Prosecutors used text messages to argue that Diana Toebbe and her husband had discussed leaving the country years ago.,


Continue reading the main story

Supported by

Continue reading the main story

WASHINGTON — A federal magistrate judge ordered the continued detention of the wife of a Navy nuclear engineer on charges she participated in a plot to sell American submarine secrets to a foreign country.

In an order confining Diana Toebbe to the custody of U.S. Marshals, Magistrate Judge Robert W. Trumble noted video evidence presented by prosecutors that she was a willing participant in dropping classified documents in a dead drop set up by undercover F.B.I. agents and cited text messages between her and her husband in 2019 about leaving the country.

“The weight of the evidence against defendant Diana Toebbe is strong,” the judge wrote in his order, which he signed Thursday.

The magistrate judge also said that the government had not found either the full trove of documents the Toebbes were accused of trying to sell to a foreign government or the money provided to them by undercover F.B.I. agents.

The Toebbes pleaded not guilty this week to charges that they conspired to sell secrets of the Navy’s nuclear-powered Virginia-class attack submarines to a foreign country. In a detention hearing that followed, Mr. Toebbe did not contest the government’s efforts to confine him, but Ms. Toebbe’s lawyers mounted vigorous effort to have her freed before her trial.

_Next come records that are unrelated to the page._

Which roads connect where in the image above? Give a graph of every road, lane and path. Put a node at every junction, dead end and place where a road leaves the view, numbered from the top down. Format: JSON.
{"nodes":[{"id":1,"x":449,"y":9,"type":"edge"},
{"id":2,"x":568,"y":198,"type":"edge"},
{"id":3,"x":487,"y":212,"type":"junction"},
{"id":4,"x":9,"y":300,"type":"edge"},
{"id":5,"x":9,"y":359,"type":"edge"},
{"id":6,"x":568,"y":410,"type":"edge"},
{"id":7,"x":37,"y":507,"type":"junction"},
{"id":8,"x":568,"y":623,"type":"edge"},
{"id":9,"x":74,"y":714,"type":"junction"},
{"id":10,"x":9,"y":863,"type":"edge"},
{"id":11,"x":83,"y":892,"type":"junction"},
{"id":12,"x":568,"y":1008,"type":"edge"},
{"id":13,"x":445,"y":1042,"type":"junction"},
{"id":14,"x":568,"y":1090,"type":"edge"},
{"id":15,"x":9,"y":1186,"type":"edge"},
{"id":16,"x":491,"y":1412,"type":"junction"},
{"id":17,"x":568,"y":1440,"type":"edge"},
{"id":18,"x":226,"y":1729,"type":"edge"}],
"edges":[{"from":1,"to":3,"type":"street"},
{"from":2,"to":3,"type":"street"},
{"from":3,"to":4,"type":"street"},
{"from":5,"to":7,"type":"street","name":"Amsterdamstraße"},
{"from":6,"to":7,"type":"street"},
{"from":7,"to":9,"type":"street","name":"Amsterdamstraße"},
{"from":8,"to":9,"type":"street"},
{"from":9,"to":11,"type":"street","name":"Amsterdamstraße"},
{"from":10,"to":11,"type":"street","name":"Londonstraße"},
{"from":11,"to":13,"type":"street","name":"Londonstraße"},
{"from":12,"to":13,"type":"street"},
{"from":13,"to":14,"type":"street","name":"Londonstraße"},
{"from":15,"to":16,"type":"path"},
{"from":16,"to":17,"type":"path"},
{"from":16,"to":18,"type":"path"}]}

In the court proceedings, prosecutors argued that the Toebbes had been considering fleeing the country for years. In the order, the judge highlighted encrypted text messages found on the couple’s phones after the F.B.I. raid.

“We’ve got passports, and some savings. In a real pinch we can flee quickly,” Jonathan Toebbe wrote, on March 7, 2019. Responding on the same day, Ms. Toebbe wrote: “Right. Let’s go sooner than later.”

In a hearing this week, Ms Toebbe’s lawyer, Edward B. MacMahon Jr., said the idea that Diana Toebbe was preparing to flee the country was rebutted by one clear fact: She and her husband had let their passports expire in February 2020.

Mr. MacMahon argued that with court monitoring, Ms. Toebbe was little threat to flee. Continuing to detain Ms. Toebbe would threaten her health, he said, and her two children needed the care of a parent.

But prosecutors said they had not found the $100,000 in cryptocurrency that undercover F.B.I. agents gave the Toebbes while they were gathering evidence against them. Until the money was found, they argued, Ms. Toebbe would have the means to escape.

The judge sided with the prosecutors, saying he was unconvinced by the defense argument that monitoring could ensure Ms. Toebbe would remain in the United States. Judge Trumble wrote in his order that Ms. Toebbe was a flight risk and should be detained for that alone.

He noted the 2019 text message from Ms. Toebbe to her husband, urging them to make plans to leave the country.

“Although defendant has no prior criminal history, the nature and circumstances of the charges against her and her actions demonstrate that defendant is a danger to every community and to our national security by clear and convincing evidence,” the judge wrote.